An aside: this is great concept naming - "empowerment" for the channel capacity between sensors and actuation for an agent. It is at once relatable, fairly precise, memorable/recallable and therefore searchable .. instead of "PersonName's capacity" or something like that.
On an intuitive level, this makes perfect sense. Assuming that entropy is, roughly speaking, novelty, that makes the calculation one about exploring new options for utility gains.
I recall seeing a study (although not where) suggesting novelty seeking was a key hallmark of intelligence. Maybe this means the entropy-utility calibration drives their intelligence? (Alongside their actual material circumstances)
It's like the reverse of a boat breaking the ice while navigating the North Pole, I imagine you want to be moving towards entropy and leaving behind the opposite, in the edge between certainty and novelty.
But also in loops, because we have to unlearn time to time, and break the ice, ok now I'm lost in my own metaphor :D
Easily. It is a type error. An attempt to apply inapplicable (orthogonal) concepts to one another.
An evidence implies an observable phenomenon (whose description is a statement of fact). Merely a chain of reasoning is never an evidence, because it usually based on flawed premises or domain-specific logic.

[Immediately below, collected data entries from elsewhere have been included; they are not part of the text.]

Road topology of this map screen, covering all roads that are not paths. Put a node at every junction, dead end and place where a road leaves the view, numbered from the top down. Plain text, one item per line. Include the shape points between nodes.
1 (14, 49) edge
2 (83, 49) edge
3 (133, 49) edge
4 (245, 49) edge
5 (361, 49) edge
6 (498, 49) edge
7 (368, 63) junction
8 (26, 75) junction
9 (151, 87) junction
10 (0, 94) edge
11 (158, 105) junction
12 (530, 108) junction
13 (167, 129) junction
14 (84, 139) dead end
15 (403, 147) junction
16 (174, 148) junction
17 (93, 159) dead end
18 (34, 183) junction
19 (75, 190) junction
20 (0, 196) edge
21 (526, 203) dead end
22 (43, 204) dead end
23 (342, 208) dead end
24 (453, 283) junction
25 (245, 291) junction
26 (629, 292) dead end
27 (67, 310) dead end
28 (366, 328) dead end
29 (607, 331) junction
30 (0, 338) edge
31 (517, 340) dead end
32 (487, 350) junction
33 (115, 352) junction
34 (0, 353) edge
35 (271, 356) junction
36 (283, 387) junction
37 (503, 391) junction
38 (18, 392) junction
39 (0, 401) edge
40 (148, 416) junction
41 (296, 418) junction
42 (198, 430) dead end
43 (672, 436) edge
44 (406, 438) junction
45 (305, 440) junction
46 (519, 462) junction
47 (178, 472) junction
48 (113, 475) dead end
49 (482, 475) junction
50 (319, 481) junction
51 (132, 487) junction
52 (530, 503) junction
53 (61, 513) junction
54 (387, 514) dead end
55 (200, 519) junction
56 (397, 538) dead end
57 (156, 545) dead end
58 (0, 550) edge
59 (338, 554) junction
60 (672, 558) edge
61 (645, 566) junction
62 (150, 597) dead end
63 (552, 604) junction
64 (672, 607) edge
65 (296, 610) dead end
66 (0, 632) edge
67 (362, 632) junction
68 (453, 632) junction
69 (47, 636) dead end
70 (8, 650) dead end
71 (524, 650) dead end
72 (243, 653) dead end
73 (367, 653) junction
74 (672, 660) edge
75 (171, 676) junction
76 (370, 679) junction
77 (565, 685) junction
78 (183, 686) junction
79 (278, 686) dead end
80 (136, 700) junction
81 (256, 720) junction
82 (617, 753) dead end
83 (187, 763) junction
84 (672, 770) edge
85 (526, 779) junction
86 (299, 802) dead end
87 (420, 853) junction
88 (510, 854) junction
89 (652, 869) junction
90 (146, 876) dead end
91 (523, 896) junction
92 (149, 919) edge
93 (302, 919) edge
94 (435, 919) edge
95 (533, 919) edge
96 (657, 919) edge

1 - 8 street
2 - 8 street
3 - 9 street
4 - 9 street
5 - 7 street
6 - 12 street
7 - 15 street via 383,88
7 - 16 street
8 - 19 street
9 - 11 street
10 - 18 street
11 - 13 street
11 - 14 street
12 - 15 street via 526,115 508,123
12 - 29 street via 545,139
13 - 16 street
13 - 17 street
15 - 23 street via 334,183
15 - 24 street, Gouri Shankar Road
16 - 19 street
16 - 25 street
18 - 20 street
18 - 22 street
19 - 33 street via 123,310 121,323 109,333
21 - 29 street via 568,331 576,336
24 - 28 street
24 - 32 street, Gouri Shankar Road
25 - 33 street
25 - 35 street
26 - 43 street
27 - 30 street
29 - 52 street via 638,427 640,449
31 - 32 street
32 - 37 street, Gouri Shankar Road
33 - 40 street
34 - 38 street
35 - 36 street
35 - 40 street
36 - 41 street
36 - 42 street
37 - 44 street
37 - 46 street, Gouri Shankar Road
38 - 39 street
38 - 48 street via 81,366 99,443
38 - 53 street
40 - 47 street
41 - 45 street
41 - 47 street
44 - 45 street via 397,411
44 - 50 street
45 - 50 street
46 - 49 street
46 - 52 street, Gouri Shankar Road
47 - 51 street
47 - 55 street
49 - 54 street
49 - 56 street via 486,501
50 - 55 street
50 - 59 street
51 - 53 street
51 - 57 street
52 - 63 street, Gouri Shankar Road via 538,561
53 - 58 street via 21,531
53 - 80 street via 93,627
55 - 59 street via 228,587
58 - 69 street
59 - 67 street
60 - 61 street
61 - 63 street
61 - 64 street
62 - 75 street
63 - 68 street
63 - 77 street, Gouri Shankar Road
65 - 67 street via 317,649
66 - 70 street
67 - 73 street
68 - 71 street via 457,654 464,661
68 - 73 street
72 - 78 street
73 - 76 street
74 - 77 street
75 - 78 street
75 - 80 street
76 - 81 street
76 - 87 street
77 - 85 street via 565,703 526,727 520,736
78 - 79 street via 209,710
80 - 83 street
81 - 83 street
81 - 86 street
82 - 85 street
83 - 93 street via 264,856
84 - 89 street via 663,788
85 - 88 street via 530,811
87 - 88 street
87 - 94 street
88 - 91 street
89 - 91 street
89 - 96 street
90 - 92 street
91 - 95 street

No, my point is that our research on algorithms dealing with uncertain rewards show that in such scenarios intentionally exploring choices (entropy maximization) is the optimal way to maximize long-term expected value.
I.e. it's not that humans value choices over expected value, since valuing choices actually is the correct way to get larger expected value (with caveats such as how explore vs exploit tradeoff needs to be changed over time) - the message isn't that humans "pay for the perception of freedom" but that human evolved values, even seemingly irrational such as "need for perception of freedom" are actually close to mathematically optimal behavior.
This topic is extremely interesting, and good to see that experiments support it.
In AI lens:
In a way, you can compare this to novelty seeking and intelligent exploration which is quite an active field in Artificial Life and game AI[1].
If you find this interesting: Jeff Clune, Kenneth Stanley and Joel Lehman conducted interesting related research.
Also, isn't this somehow related to the Free Energy principle by Karl Friston? If you look at entropy maximization as a way to minimize surprises.
A very strong heuristics that works well in many games (exceptions are usually very interesting games) and is the root to other heuristic concepts such as piece value, central positioning, "protected king", ... in Chess and similar concepts in, e.g., Starcraft.
Also very easy to implement, for discrete turn-based games it's just the number of moves in a given state.
When my son has asked me what he should do about courses or employment or even vacation choices, I answer that he ought to choose the path that gives him the most choices.
He has thanked me many time for that advice, which has resulted in a high-value path for him.
Are we sure the availability of options equals entropy? It doesn't appear as though we all act to simply increase our options. Preferring options over reward may also constitute delayed gratification and sacrifice, which is another interesting can of worms, but can it be predicated in terms of just preference of options over reward when those are your only two artificial options?
Human behavior appears to point towards the maximization of current order as an investment in power/potential to drive future entropy, as opposed to simply maximizing entropy. This is the difference between building a nuclear bomb and keeping it, as opposed to building the bomb to use it. When one was used, it was meant to end a war, not start one. And success in life may as well be defined by hoarding order, be it technologically, financially, socially, or just objects. The pyramids were a feat in lowering entropy, not increasing it. And we love our diamonds.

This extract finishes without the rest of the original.